** Opening EXTRACTED MATERIAL block **
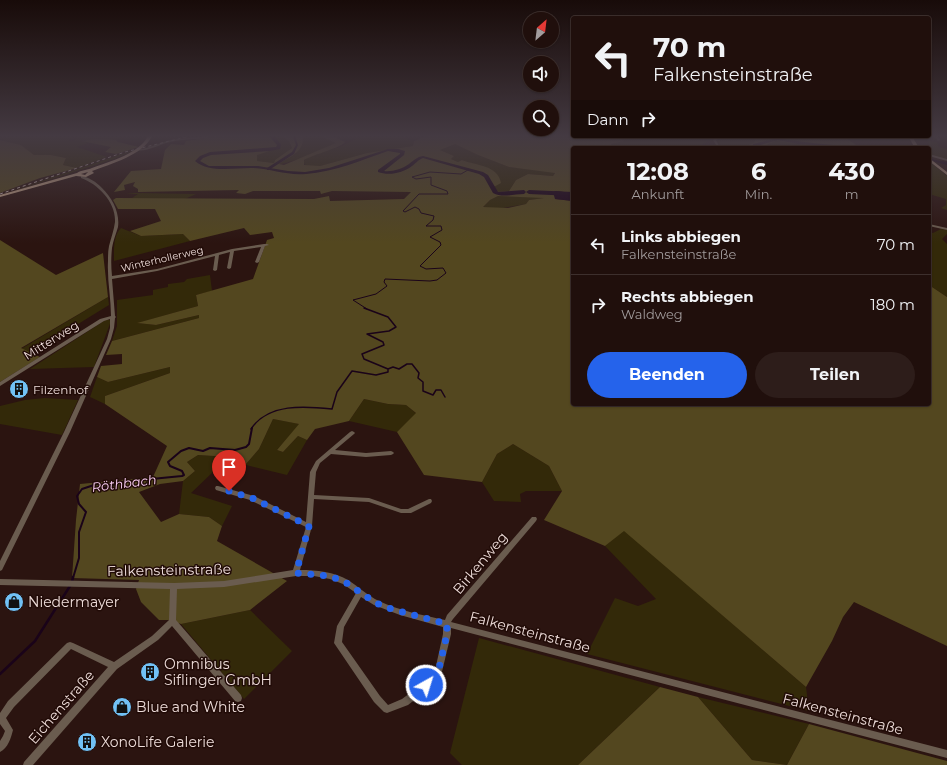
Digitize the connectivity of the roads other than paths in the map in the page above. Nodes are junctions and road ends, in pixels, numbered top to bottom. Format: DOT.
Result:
graph roads {
  1 [pos="91,172"];
  2 [pos="86,174"];
  3 [pos="0,196"];
  4 [pos="931,226"];
  5 [pos="947,230"];
  6 [pos="232,250"];
  7 [pos="217,254"];
  8 [pos="257,262"];
  9 [pos="229,268"];
  10 [pos="215,270"];
  11 [pos="110,278"];
  12 [pos="114,318"];
  13 [pos="0,384"];
  14 [pos="352,433"];
  15 [pos="329,452"];
  16 [pos="391,453"];
  17 [pos="218,488"];
  18 [pos="311,497"];
  19 [pos="430,501"];
  20 [pos="534,519"];
  21 [pos="309,526"];
  22 [pos="0,568"];
  23 [pos="296,573"];
  24 [pos="0,582"];
  25 [pos="174,586"];
  26 [pos="360,592"];
  27 [pos="172,621"];
  28 [pos="447,624"];
  29 [pos="114,666"];
  30 [pos="238,698"];
  31 [pos="0,748"];
  32 [pos="947,754"];
  33 [pos="27,765"];
  1 -- 2 [label="main road"];
  2 -- 3 [label="main road"];
  2 -- 11 [label="street"];
  4 -- 5 [label="street"];
  6 -- 7 [label="street, Winterhollerweg"];
  6 -- 8 [label="street, Winterhollerweg"];
  6 -- 9 [label="street"];
  7 -- 10 [label="street, Winterhollerweg"];
  7 -- 11 [label="street, Winterhollerweg"];
  11 -- 12 [label="street"];
  12 -- 13 [label="street, Mitterweg"];
  12 -- 22 [label="street"];
  14 -- 15 [label="street"];
  15 -- 16 [label="street"];
  15 -- 18 [label="street"];
  17 -- 21 [label="street"];
  18 -- 19 [label="street"];
  18 -- 21 [label="street"];
  20 -- 28 [label="street, Birkenweg"];
  21 -- 23 [label="street"];
  23 -- 25 [label="street, Falkensteinstraße"];
  23 -- 26 [label="street, Falkensteinstraße"];
  24 -- 25 [label="street, Falkensteinstraße"];
  25 -- 27 [label="street"];
  26 -- 28 [label="street, Falkensteinstraße"];
  26 -- 28 [label="street"];
  27 -- 29 [label="street, Eichenstraße"];
  27 -- 30 [label="street"];
  28 -- 32 [label="street, Falkensteinstraße"];
  29 -- 31 [label="street, Eichenstraße"];
  29 -- 33 [label="street, Eichenstraße"];
}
** Closing EXTRACTED MATERIAL block **
# AIM OF THE TASK
Copy the lines above that hold the word "Winterhollerweg".

# SOLUTION FOR THIS PROBLEM
  6 -- 7 [label="street, Winterhollerweg"];
  6 -- 8 [label="street, Winterhollerweg"];
  7 -- 10 [label="street, Winterhollerweg"];
  7 -- 11 [label="street, Winterhollerweg"];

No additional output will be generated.